Une découverte stupéfiante : toutes les chauves-souris étudiées émettent une lueur verte sous UV
Un phénomène uniforme entre les espèces qui intrigue les chercheurs
Une fonction biologique encore mystérieuse qui soulève de nombreuses questions
Vous pensiez que les chauves-souris phosphorescentes n’existaient que dans vos décorations d’Halloween ? Détrompez-vous ! La réalité dépasse parfois la fiction, et cette découverte récente va vous fasciner. Des chercheurs américains viennent de mettre en lumière – c’est le cas de le dire – un phénomène absolument captivant.
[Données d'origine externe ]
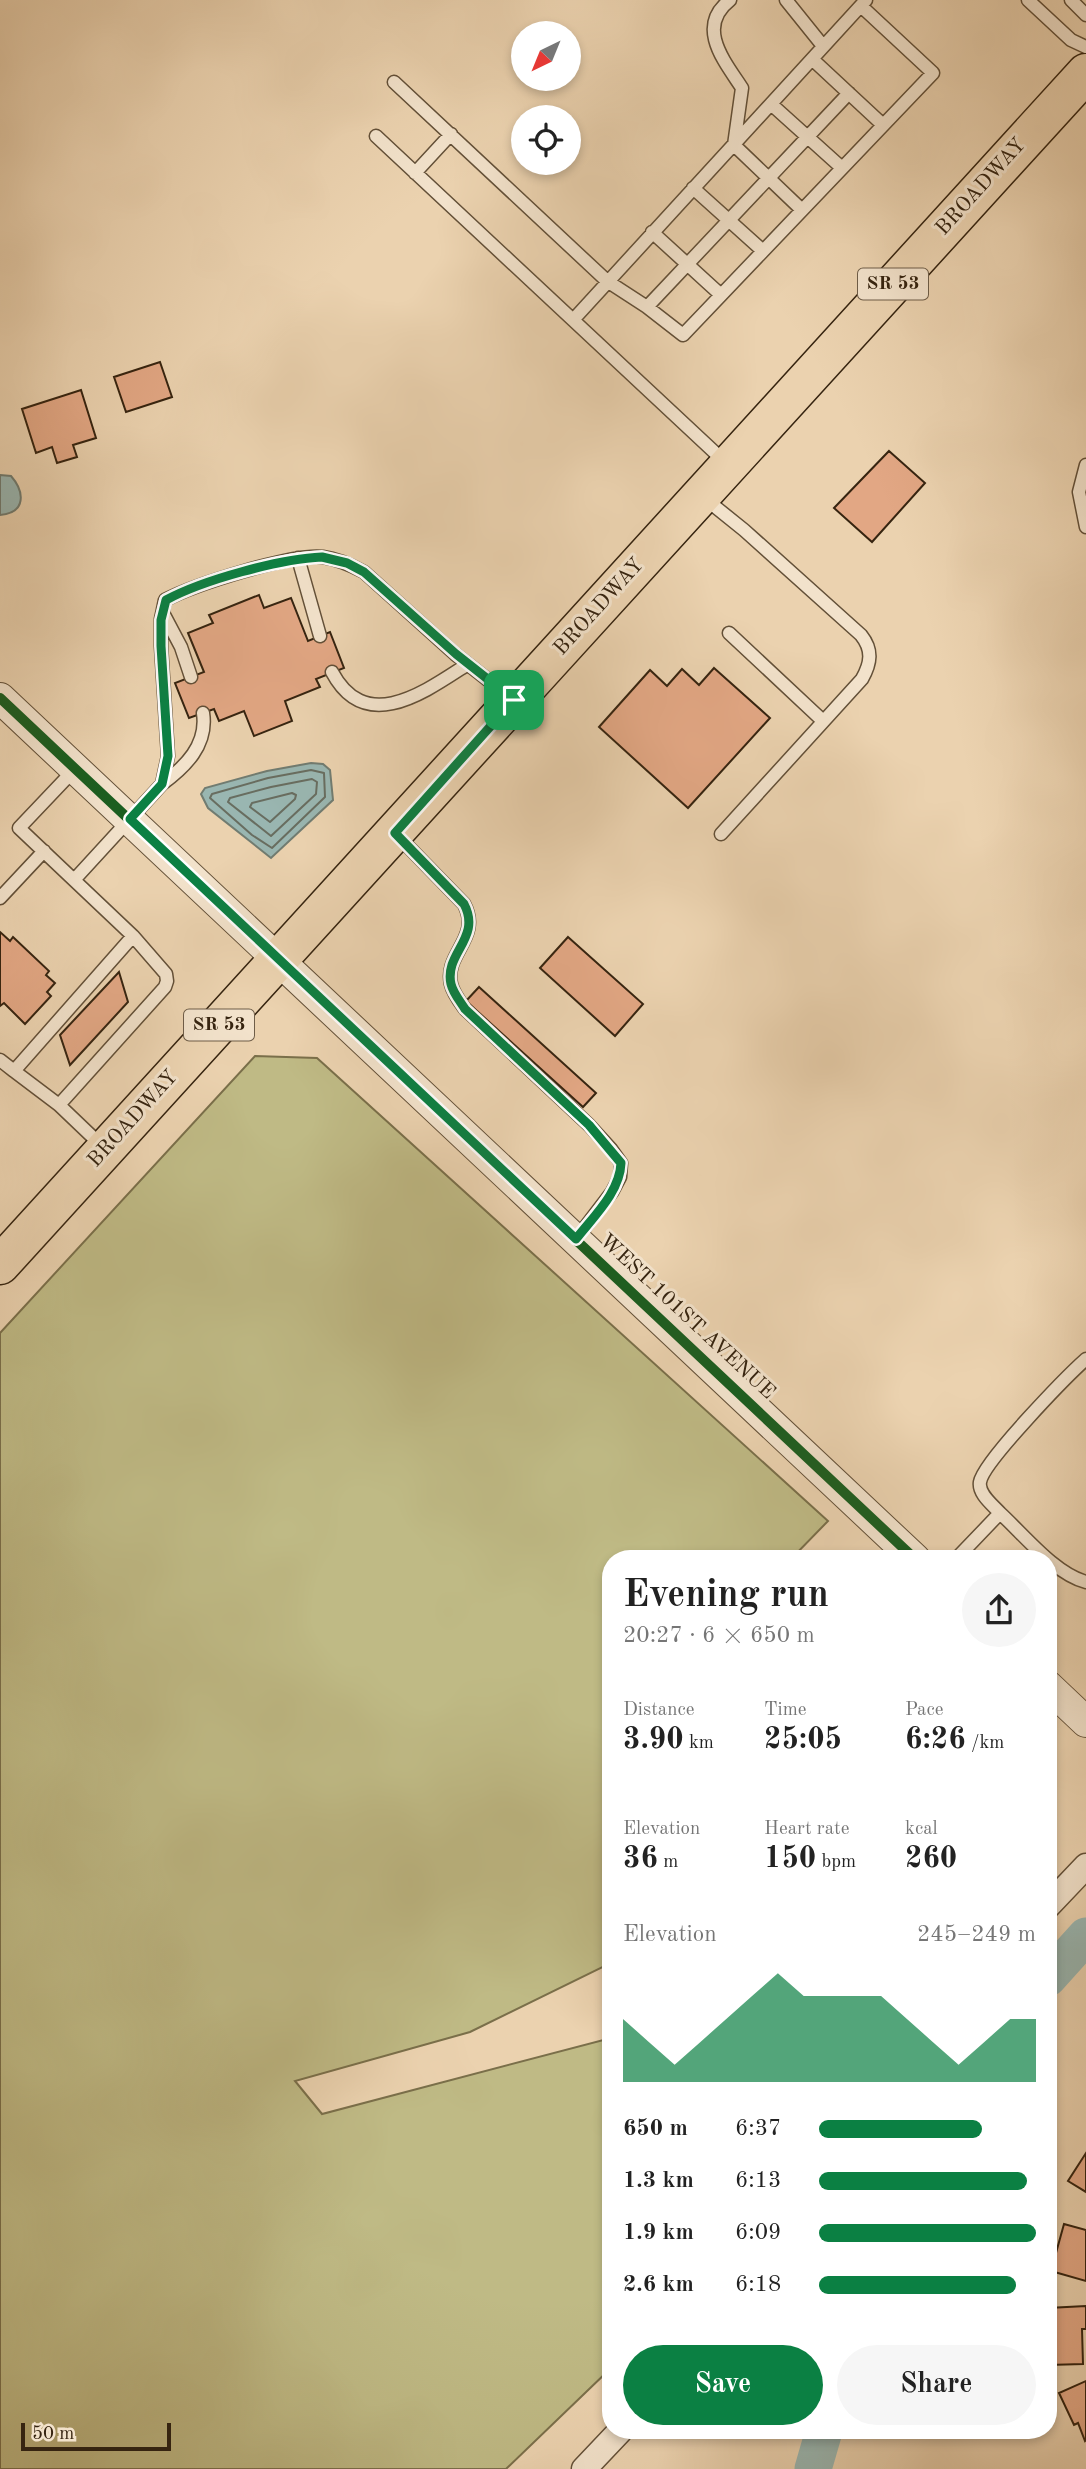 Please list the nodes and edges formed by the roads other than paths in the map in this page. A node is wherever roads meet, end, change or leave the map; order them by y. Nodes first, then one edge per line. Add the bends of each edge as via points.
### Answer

Personnellement, quand j’ai découvert cette étude de l’Université de Géorgie, j’ai d’abord cru à une blague. Des chauves-souris qui brillent naturellement dans le noir ? Et pourtant, les preuves sont là, et elles sont impressionnantes.
Cette recherche bouleverse complètement notre compréhension de ces fascinants mammifères nocturnes. Plongeons ensemble dans les détails de cette découverte qui nous laisse encore perplexes.
Une étude rigoureuse qui révèle un phénomène généralisé
L’équipe de chercheurs a examiné 60 spécimens de musée appartenant à six espèces différentes de chauves-souris nord-américaines. Le résultat est sans appel : absolument tous les individus étudiés présentent cette capacité à émettre de la lumière sous UV. On parle ici notamment de la chauve-souris brune (Eptesicus fuscus), de la chauve-souris rousse (Lasiurus borealis), et même de la chauve-souris à queue libre du Brésil (Tadarida brasiliensis).
Le plus fascinant ? Cette bioluminescence suit un schéma précis et identique chez toutes les espèces. Les zones qui s’illuminent sont systématiquement les ailes, les membres postérieurs et la membrane entre les pattes. Et la couleur ? Toujours ce même vert spectral, dans une gamme de longueurs d’onde très spécifique.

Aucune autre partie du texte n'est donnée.